It makes me sad how so many of those examples are Month-Day-Year.

Imo the perfect date and time picker should respect ISO8601.


No, it should respect the locale settings of your browser.


In the case where you have text input, wouldn't the best approach be to support both the locale settings and ISO8601? Unlike M/D/Y and D/M/Y where dates can be ambiguous, as far as I know there's no locale where a locale-specific date and ISO8601 can be mutually ambiguous.


Yes, I agree, and everyone (devs) should think about who they’re really trying to make things easy for.

If you simply say follow the ISO standard you’re essentially making it easy for yourself and hard for the users. Sprinkle that with a drop down day picker as in the example, and you’re really in control of what the input will be. Not much chance of faulty input, right?

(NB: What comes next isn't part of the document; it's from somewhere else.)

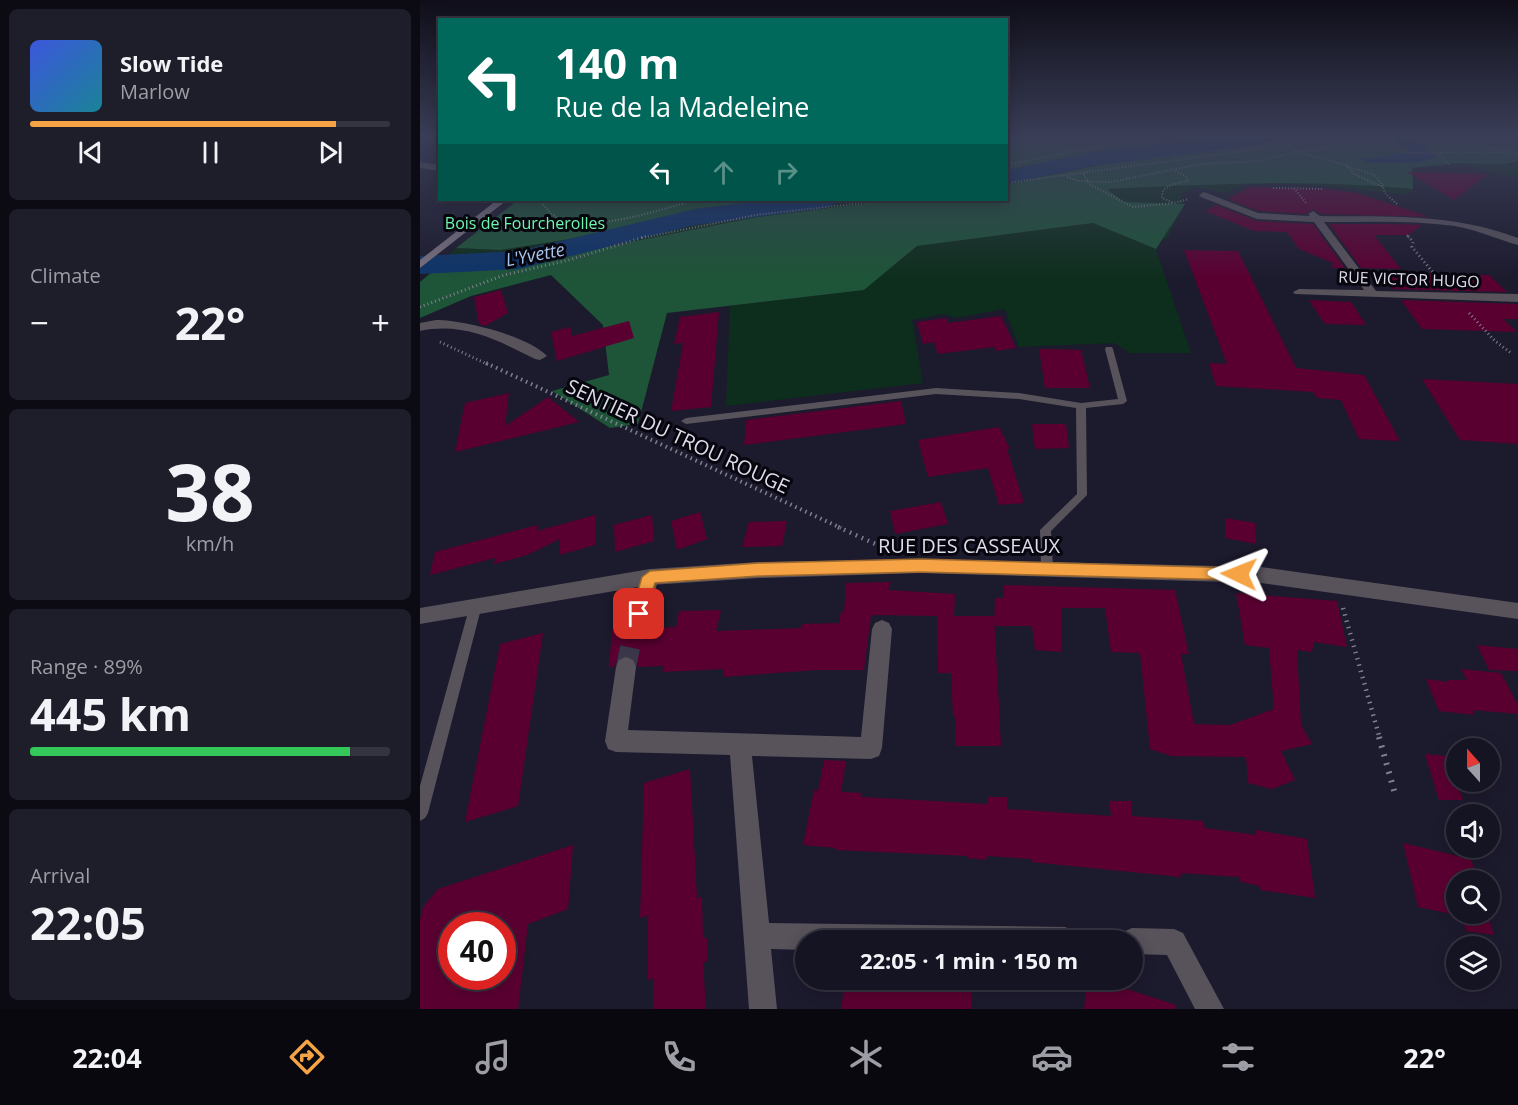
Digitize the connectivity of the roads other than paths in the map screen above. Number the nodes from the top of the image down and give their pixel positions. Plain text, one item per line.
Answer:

However, the ISO will not be relatable for many people and the drop down is a UI nightmare.

The user will be spending much more time with the form than devs (runtime), so this of thinking should definitely be avoided (during programming time).

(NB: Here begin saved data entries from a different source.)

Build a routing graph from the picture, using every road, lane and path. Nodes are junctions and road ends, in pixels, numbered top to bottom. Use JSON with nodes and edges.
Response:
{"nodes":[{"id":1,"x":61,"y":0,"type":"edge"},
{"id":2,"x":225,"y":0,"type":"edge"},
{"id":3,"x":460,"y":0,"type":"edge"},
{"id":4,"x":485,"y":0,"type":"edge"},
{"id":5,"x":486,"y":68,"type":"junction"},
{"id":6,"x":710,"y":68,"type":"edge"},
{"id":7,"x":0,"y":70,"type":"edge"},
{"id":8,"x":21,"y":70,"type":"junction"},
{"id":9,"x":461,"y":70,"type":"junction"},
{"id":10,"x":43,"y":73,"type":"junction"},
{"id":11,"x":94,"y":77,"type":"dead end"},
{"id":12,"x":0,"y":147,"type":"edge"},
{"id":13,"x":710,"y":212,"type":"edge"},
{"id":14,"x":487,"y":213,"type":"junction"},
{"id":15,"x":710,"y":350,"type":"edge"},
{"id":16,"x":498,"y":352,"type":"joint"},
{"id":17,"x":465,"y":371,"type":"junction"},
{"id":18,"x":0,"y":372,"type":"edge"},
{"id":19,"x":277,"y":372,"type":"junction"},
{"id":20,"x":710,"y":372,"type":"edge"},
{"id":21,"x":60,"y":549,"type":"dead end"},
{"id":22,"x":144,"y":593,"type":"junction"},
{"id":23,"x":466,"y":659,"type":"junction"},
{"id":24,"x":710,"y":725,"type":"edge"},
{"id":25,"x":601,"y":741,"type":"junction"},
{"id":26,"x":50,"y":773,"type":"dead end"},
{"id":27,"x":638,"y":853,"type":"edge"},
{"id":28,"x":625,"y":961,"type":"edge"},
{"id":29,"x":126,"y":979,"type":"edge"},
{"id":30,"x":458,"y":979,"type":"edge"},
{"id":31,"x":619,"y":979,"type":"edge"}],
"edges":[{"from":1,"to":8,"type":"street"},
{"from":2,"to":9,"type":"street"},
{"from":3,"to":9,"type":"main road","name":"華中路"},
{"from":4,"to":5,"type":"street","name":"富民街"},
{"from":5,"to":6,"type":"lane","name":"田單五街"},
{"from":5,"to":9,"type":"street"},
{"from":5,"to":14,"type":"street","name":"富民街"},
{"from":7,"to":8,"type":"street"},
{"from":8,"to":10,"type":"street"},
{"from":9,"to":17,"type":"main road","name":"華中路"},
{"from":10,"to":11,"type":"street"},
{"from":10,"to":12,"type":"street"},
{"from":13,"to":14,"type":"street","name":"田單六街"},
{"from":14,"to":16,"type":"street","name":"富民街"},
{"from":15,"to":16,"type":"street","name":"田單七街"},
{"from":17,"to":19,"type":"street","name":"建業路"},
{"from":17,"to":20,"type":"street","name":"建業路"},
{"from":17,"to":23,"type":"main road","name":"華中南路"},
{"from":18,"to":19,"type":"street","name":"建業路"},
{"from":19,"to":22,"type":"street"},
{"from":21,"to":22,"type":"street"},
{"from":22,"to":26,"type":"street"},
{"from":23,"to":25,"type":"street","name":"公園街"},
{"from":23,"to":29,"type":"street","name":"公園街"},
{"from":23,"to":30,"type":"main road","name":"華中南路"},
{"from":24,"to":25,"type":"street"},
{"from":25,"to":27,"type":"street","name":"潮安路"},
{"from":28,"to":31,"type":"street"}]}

On this subject: does anyone have an example of a time picker that supports unambiguously picking a time in the "fall back" hour in political timezones with daylight saving time part of the year? I've never actually seen one. It's only relevant for one hour out of the year, so you want it to be unobtrusive (maybe invisible) most of the time, and intuitive when it's relevant.


More than a couple of our vendors have been frustrated by my insistence that they properly support daylight saving time. Both switch overs have their own set of unique potential problems but if a vendor has an API as part of their product and we're going to build automation on top of it, this twice a year undefined behavior generator isn't acceptable. It surprises me how many companies seem to have an severe allergy to using UTC or even including TZ data with their time/date data.


Most libraries like Java time choose the earlier timezone (summer) by default, but allow an override. If the date picker parses text you can usually force it to one of the two times pass explicitly setting the offset.



At first I read "Designing the Perfect Date" and missed the rest of the headline. Now I'm disappointed because I was hoping for tips on how to design the Perfect Date for my girlfriend. So, any tips?


Ha, I did the same and then even thought "wait, what's a 'time picker'? Oooohhhh...."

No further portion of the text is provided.